### [Exercise requirements]
Nothing but a number is wanted: the count of lines in the records below that include "მშვიდობის".

Collected data entries
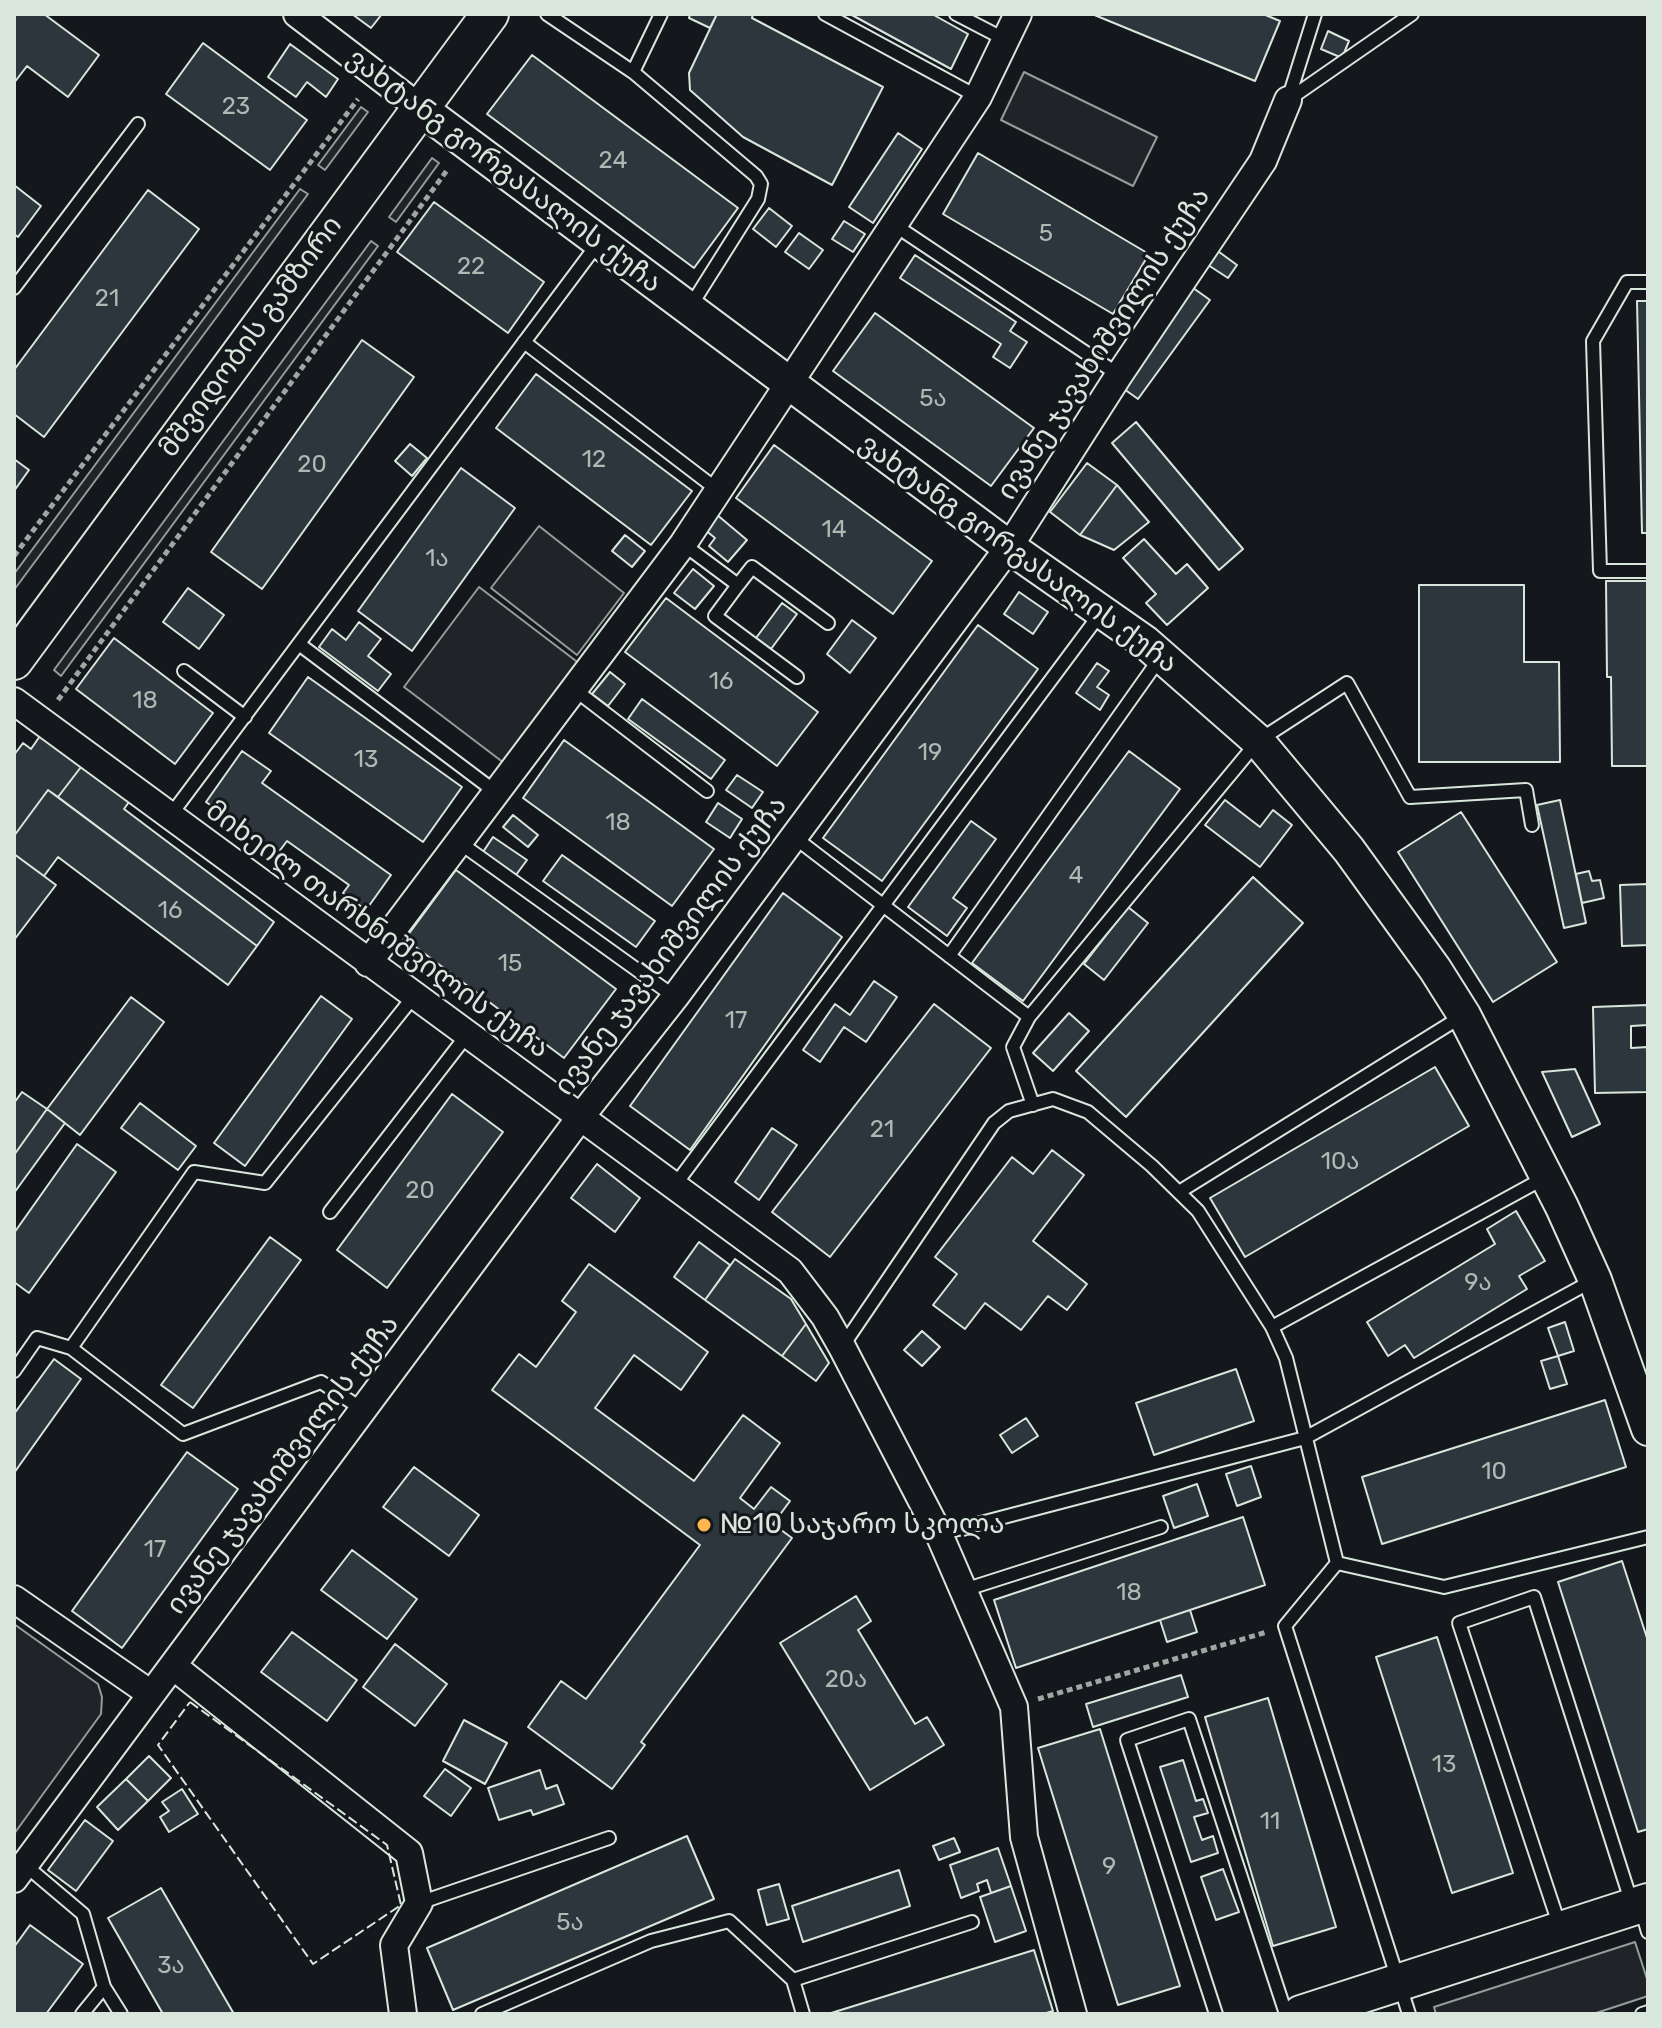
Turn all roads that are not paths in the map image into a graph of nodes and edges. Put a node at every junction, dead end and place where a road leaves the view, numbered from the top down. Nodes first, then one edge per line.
1 (297, 14) edge
2 (490, 14) edge
3 (547, 14) edge
4 (661, 14) edge
5 (825, 14) edge
6 (956, 14) edge
7 (1018, 14) edge
8 (1315, 14) edge
9 (1412, 14) edge
10 (1006, 40) junction
11 (633, 72) junction
12 (978, 97) junction
13 (1288, 100) junction
14 (420, 108) junction
15 (138, 124) dead end
16 (896, 226) junction
17 (599, 242) junction
18 (1648, 282) edge
19 (14, 288) edge
20 (688, 310) junction
21 (524, 342) junction
22 (1119, 375) junction
23 (789, 385) junction
24 (719, 491) junction
25 (683, 544) junction
26 (1009, 547) junction
27 (1648, 571) edge
28 (738, 585) junction
29 (1102, 612) junction
30 (828, 623) dead end
31 (299, 644) junction
32 (1161, 656) junction
33 (14, 661) edge
34 (184, 671) dead end
35 (797, 677) dead end
36 (575, 690) junction
37 (14, 701) edge
38 (245, 717) junction
39 (1258, 741) junction
40 (707, 791) dead end
41 (497, 793) junction
42 (170, 817) junction
43 (1532, 825) dead end
44 (794, 837) junction
45 (460, 843) junction
46 (885, 906) junction
47 (949, 956) junction
48 (368, 963) junction
49 (414, 996) junction
50 (675, 997) junction
51 (1464, 1015) junction
52 (1029, 1017) junction
53 (467, 1035) junction
54 (1033, 1105) junction
55 (579, 1119) junction
56 (1546, 1177) junction
57 (675, 1185) junction
58 (1179, 1192) junction
59 (330, 1212) dead end
60 (1595, 1280) junction
61 (1272, 1327) junction
62 (842, 1347) junction
63 (71, 1348) junction
64 (14, 1371) edge
65 (365, 1411) junction
66 (1648, 1429) edge
67 (1305, 1438) junction
68 (1161, 1527) dead end
69 (939, 1534) junction
70 (1648, 1537) edge
71 (1337, 1563) junction
72 (964, 1590) junction
73 (14, 1599) edge
74 (173, 1666) junction
75 (151, 1694) junction
76 (609, 1838) dead end
77 (19, 1872) edge
78 (419, 1903) junction
79 (1642, 1911) edge
80 (972, 1922) dead end
81 (1561, 1930) junction
82 (793, 1980) junction
83 (104, 1987) junction
84 (1404, 1998) edge
85 (82, 2014) edge
86 (121, 2014) edge
87 (403, 2014) edge
88 (482, 2014) edge
89 (803, 2014) edge
90 (1073, 2014) edge
91 (1216, 2014) edge
92 (1286, 2014) edge
93 (1301, 2014) edge

1 - 14 street, ვახტანგ გორგასალის ქუჩა
2 - 14 main road, მშვიდობის გამზირი
3 - 11 lane
4 - 11 lane
5 - 12 lane
6 - 10 lane
7 - 10 street
8 - 13 lane, ივანე ჯავახიშვილის ქუჩა
9 - 13 lane
10 - 12 street
11 - 20 lane
12 - 16 street
13 - 22 street, ივანე ჯავახიშვილის ქუჩა
14 - 17 street, ვახტანგ გორგასალის ქუჩა
14 - 33 main road, მშვიდობის გამზირი
15 - 19 lane
16 - 22 lane
16 - 23 street
17 - 20 street, ვახტანგ გორგასალის ქუჩა
17 - 21 lane
18 - 27 lane
20 - 23 street, ვახტანგ გორგასალის ქუჩა
21 - 24 lane
21 - 31 lane
22 - 26 street, ივანე ჯავახიშვილის ქუჩა
23 - 24 street
23 - 26 street, ვახტანგ გორგასალის ქუჩა
24 - 25 street
25 - 28 lane
25 - 36 street
26 - 29 street, ვახტანგ გორგასალის ქუჩა
26 - 44 street, ივანე ჯავახიშვილის ქუჩა
28 - 30 lane
28 - 35 lane
29 - 32 street, ვახტანგ გორგასალის ქუჩა
29 - 46 lane
31 - 38 lane
31 - 41 lane
32 - 39 street, ვახტანგ გორგასალის ქუჩა
32 - 47 lane
34 - 38 lane
36 - 40 lane
36 - 41 street
37 - 42 street, მიხეილ თარხნიშვილის ქუჩა
38 - 42 lane
39 - 43 lane
39 - 51 street, ვახტანგ გორგასალის ქუჩა
39 - 52 lane
41 - 45 street
42 - 48 street, მიხეილ თარხნიშვილის ქუჩა
44 - 46 lane
44 - 50 street, ივანე ჯავახიშვილის ქუჩა
45 - 48 street
45 - 50 lane
46 - 47 lane
46 - 57 lane
47 - 52 lane
48 - 49 street, მიხეილ თარხნიშვილის ქუჩა
49 - 53 street, მიხეილ თარხნიშვილის ქუჩა
49 - 63 lane
50 - 55 street, ივანე ჯავახიშვილის ქუჩა
51 - 56 street, ვახტანგ გორგასალის ქუჩა
51 - 58 lane
52 - 54 lane
53 - 55 street, მიხეილ თარხნიშვილის ქუჩა
53 - 59 lane
54 - 58 lane
54 - 62 lane
55 - 57 street, მიხეილ თარხნიშვილის ქუჩა
55 - 65 street, ივანე ჯავახიშვილის ქუჩა
56 - 60 street, ვახტანგ გორგასალის ქუჩა
56 - 61 lane
57 - 62 street, მიხეილ თარხნიშვილის ქუჩა
58 - 61 lane
60 - 66 street, ვახტანგ გორგასალის ქუჩა
60 - 67 lane
61 - 67 lane
62 - 69 street, მიხეილ თარხნიშვილის ქუჩა
63 - 64 lane
63 - 65 lane
65 - 74 street, ივანე ჯავახიშვილის ქუჩა
67 - 69 lane
67 - 71 lane
68 - 72 lane
69 - 72 street, მიხეილ თარხნიშვილის ქუჩა
70 - 71 lane
71 - 84 lane
72 - 90 street, მიხეილ თარხნიშვილის ქუჩა
73 - 75 street
74 - 75 street, ივანე ჯავახიშვილის ქუჩა
74 - 78 street
75 - 77 street, ივანე ჯავახიშვილის ქუჩა
76 - 78 lane
77 - 83 lane
78 - 87 street
79 - 81 main road
79 - 81 lane
80 - 82 lane
81 - 84 main road
82 - 88 lane
82 - 89 lane
83 - 85 lane
83 - 86 lane
84 - 93 main road
91 - 92 lane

### [Answer box]
2